14.6.4 Plots after Inverse Transformation
Let’s build (on the left) the revised scatterplot and (on the right) the revised residual plot after transforming the outcome (arm_circ
) by taking its inverse.
nnyfs_c <- nnyfs_c |>
mutate(inv_arm_circ = 1/arm_circ)
p1 <- ggplot(nnyfs_c, aes(x = arm_length, y = inv_arm_circ)) +
geom_point(alpha = 0.2) +
geom_smooth(method = "loess", formula = y ~ x,
se = FALSE, color = "blue") +
geom_smooth(method = "lm", formula = y ~ x,
se = FALSE, color = "red") +
labs(title = "Transformation reduces curve")

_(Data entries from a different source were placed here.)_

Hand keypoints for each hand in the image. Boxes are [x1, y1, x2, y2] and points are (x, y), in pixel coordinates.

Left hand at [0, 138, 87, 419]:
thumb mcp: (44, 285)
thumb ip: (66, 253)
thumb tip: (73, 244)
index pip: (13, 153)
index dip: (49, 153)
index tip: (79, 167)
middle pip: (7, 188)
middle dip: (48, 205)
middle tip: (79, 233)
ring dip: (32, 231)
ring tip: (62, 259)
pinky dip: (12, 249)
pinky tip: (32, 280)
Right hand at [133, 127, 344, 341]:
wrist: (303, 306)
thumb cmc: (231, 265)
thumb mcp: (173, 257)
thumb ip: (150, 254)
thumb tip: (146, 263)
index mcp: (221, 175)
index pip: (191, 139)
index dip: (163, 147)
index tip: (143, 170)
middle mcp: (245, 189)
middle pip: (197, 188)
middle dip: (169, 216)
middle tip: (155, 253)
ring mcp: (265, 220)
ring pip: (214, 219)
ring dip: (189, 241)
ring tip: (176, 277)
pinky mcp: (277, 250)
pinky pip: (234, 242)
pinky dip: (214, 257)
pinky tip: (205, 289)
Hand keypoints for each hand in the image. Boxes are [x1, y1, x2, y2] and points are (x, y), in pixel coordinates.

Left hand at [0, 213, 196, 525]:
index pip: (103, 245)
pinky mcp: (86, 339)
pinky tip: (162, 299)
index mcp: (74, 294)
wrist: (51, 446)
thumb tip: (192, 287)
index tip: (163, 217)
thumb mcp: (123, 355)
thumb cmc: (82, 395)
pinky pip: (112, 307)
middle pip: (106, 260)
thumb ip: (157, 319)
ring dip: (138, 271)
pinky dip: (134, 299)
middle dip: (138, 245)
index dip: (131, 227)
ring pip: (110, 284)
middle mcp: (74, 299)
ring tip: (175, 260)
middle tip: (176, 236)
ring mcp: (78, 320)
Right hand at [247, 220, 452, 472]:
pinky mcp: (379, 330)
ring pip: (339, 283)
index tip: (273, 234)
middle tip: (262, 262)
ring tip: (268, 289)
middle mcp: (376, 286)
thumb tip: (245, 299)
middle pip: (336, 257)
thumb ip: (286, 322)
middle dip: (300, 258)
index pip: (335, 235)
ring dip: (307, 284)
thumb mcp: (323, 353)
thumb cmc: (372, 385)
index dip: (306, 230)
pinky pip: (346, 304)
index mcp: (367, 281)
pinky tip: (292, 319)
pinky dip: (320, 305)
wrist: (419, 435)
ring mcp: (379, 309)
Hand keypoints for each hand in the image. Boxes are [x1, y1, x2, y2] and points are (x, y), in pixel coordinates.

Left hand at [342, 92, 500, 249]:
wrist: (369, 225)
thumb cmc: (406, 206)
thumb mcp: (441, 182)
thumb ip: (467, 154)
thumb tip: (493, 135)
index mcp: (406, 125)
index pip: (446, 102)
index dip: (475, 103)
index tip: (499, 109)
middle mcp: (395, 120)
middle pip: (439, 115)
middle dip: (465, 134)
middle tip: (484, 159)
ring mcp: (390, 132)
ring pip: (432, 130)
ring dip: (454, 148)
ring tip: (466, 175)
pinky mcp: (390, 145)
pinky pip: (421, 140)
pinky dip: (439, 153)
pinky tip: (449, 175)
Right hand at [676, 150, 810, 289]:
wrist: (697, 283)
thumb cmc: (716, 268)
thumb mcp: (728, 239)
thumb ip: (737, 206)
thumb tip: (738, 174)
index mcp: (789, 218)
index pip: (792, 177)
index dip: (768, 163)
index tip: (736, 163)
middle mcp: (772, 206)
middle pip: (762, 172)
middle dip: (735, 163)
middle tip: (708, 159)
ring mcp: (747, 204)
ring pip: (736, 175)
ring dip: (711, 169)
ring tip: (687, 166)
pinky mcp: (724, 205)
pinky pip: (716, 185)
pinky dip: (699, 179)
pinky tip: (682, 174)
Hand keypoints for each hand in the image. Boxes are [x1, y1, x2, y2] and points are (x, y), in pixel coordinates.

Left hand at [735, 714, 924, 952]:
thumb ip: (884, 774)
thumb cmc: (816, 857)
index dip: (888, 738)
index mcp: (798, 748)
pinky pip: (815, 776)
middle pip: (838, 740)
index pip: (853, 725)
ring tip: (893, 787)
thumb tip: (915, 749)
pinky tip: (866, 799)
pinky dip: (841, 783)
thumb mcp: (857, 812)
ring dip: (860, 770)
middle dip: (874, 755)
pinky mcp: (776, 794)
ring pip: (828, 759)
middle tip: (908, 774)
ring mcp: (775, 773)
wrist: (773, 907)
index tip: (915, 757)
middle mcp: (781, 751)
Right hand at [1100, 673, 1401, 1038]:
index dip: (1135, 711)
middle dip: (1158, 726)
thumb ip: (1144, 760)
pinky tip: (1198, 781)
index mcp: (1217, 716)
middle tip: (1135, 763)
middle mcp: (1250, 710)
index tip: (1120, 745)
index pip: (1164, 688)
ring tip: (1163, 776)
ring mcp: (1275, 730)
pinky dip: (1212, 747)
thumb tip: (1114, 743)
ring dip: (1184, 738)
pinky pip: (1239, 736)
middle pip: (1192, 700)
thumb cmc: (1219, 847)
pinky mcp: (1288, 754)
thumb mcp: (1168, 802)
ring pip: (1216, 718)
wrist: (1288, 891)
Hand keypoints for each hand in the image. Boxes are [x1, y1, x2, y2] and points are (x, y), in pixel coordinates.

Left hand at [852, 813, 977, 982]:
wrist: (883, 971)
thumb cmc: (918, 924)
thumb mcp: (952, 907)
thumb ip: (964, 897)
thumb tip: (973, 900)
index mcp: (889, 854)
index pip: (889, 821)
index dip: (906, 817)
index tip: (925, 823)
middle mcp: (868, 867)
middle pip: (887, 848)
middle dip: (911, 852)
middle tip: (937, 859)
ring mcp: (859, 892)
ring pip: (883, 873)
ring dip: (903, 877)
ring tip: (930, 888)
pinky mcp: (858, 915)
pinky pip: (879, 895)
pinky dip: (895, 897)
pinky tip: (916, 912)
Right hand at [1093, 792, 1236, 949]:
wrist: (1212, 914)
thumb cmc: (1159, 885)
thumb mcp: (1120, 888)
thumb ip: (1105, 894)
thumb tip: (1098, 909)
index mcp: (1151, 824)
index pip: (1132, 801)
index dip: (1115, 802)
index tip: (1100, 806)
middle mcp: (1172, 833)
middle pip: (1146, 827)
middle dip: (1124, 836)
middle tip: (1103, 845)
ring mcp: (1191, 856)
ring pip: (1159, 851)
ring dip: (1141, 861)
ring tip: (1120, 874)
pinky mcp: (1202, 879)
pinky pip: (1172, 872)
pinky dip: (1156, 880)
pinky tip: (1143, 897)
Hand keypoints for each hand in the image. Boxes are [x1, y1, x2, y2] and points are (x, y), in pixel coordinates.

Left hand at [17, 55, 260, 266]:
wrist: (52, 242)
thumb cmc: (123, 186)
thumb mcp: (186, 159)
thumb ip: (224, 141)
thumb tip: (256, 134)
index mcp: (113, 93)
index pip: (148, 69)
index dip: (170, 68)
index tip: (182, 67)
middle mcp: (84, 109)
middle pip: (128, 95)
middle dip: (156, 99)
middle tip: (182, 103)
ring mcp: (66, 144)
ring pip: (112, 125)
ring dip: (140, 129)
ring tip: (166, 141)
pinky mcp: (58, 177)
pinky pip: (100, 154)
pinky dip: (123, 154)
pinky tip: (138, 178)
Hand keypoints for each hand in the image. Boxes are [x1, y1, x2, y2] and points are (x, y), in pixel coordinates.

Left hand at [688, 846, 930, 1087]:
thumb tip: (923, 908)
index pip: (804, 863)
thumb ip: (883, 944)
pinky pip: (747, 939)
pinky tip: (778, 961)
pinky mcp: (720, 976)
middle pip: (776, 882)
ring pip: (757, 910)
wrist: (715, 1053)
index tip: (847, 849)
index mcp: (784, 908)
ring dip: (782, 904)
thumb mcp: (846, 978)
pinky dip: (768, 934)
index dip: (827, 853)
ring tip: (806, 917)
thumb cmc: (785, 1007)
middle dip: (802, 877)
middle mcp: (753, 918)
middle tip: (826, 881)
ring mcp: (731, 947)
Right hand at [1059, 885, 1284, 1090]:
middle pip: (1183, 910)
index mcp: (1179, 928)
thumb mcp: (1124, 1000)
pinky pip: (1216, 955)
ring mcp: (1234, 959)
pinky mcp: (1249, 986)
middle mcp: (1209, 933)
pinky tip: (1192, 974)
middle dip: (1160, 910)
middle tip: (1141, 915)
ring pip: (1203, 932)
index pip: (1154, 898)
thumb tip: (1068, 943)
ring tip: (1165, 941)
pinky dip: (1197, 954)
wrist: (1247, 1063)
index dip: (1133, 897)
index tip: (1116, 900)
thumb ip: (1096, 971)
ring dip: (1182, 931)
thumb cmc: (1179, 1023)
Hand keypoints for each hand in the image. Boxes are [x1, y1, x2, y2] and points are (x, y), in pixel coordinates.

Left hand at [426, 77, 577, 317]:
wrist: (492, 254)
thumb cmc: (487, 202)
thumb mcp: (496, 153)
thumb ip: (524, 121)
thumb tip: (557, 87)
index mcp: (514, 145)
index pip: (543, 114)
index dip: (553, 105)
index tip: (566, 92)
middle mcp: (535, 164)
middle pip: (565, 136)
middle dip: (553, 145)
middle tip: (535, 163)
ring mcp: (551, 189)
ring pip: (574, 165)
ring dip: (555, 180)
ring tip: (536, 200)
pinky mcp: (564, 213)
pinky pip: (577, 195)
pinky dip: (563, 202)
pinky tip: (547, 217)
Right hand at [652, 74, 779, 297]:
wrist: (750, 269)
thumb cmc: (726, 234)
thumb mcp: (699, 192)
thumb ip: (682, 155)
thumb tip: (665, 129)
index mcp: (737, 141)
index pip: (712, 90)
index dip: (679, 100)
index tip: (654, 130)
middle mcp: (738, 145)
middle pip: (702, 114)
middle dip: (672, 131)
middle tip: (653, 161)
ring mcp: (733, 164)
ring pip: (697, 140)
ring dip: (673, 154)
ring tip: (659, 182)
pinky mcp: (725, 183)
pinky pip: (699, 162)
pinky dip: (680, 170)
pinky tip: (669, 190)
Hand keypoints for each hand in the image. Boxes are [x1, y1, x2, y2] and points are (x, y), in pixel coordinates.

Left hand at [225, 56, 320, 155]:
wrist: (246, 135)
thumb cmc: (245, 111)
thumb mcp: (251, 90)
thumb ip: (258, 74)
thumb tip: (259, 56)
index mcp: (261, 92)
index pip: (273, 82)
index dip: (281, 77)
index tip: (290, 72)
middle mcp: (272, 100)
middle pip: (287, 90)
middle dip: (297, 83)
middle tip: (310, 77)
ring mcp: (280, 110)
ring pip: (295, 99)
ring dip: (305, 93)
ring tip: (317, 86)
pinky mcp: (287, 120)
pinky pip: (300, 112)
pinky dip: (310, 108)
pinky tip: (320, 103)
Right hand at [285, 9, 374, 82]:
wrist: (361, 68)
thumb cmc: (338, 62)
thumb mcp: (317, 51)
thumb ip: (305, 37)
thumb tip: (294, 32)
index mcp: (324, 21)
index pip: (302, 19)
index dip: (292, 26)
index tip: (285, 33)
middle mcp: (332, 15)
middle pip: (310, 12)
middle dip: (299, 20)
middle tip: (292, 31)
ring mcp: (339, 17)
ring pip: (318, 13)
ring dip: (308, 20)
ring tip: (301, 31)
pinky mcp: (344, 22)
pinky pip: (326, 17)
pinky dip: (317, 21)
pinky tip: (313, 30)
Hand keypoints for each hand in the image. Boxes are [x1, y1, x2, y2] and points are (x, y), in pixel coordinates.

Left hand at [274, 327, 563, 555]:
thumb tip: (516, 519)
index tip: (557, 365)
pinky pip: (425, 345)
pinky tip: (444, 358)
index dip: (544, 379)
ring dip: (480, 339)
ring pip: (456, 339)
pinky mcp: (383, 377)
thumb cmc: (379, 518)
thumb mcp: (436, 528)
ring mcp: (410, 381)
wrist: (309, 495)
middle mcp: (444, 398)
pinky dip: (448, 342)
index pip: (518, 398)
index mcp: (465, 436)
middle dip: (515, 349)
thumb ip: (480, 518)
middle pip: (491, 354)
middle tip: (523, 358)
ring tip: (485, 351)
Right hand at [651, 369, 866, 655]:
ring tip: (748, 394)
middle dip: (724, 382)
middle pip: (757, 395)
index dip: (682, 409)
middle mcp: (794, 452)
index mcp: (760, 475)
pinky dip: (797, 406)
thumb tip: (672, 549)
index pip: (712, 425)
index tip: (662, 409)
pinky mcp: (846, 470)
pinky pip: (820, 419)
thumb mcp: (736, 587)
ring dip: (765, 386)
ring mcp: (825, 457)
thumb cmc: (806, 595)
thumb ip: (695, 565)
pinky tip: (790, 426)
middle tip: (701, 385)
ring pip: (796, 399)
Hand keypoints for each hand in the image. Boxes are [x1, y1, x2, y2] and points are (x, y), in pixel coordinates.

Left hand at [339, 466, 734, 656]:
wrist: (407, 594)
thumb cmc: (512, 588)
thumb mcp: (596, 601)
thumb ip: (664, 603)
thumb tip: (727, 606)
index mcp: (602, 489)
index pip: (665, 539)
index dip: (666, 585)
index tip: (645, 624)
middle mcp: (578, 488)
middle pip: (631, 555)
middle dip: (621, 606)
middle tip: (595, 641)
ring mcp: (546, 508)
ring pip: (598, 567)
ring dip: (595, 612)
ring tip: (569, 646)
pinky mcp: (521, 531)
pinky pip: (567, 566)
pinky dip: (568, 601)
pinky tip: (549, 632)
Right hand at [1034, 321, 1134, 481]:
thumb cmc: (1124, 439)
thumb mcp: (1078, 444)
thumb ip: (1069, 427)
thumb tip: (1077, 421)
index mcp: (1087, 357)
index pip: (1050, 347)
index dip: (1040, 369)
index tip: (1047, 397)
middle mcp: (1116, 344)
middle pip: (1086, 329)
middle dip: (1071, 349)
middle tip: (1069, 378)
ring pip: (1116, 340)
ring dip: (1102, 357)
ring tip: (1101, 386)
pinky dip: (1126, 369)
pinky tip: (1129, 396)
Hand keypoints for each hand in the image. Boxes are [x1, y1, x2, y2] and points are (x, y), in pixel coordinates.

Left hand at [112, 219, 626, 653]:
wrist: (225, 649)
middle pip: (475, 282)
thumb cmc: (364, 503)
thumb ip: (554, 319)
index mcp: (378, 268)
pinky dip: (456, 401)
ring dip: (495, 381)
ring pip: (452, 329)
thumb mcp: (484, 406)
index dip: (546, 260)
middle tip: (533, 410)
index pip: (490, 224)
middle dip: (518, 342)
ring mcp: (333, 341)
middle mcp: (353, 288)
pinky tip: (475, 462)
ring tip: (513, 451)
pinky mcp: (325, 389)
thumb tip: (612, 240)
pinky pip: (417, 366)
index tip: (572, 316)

m2 <- lm(inv_arm_circ ~ arm_length, data = nnyfs_c)
nnyfs_c_aug2 <- augment(m2, data = nnyfs_c)
p2 <- ggplot(nnyfs_c_aug2, aes(x = arm_length, y = .resid)) +
geom_point(alpha = 0.2) +
geom_smooth(method = "loess", col = "purple",
formula = y ~ x, se = FALSE) +
labs(title = "Residuals much improved")
p1 + p2 +
plot_annotation(title = "Evaluating the Inverse Transformation")
14.7 Coming Up
The rest of Part A of these Course Notes walk through additional case studies, showing some new ideas, but primarily providing context for some tools we’ve already seen.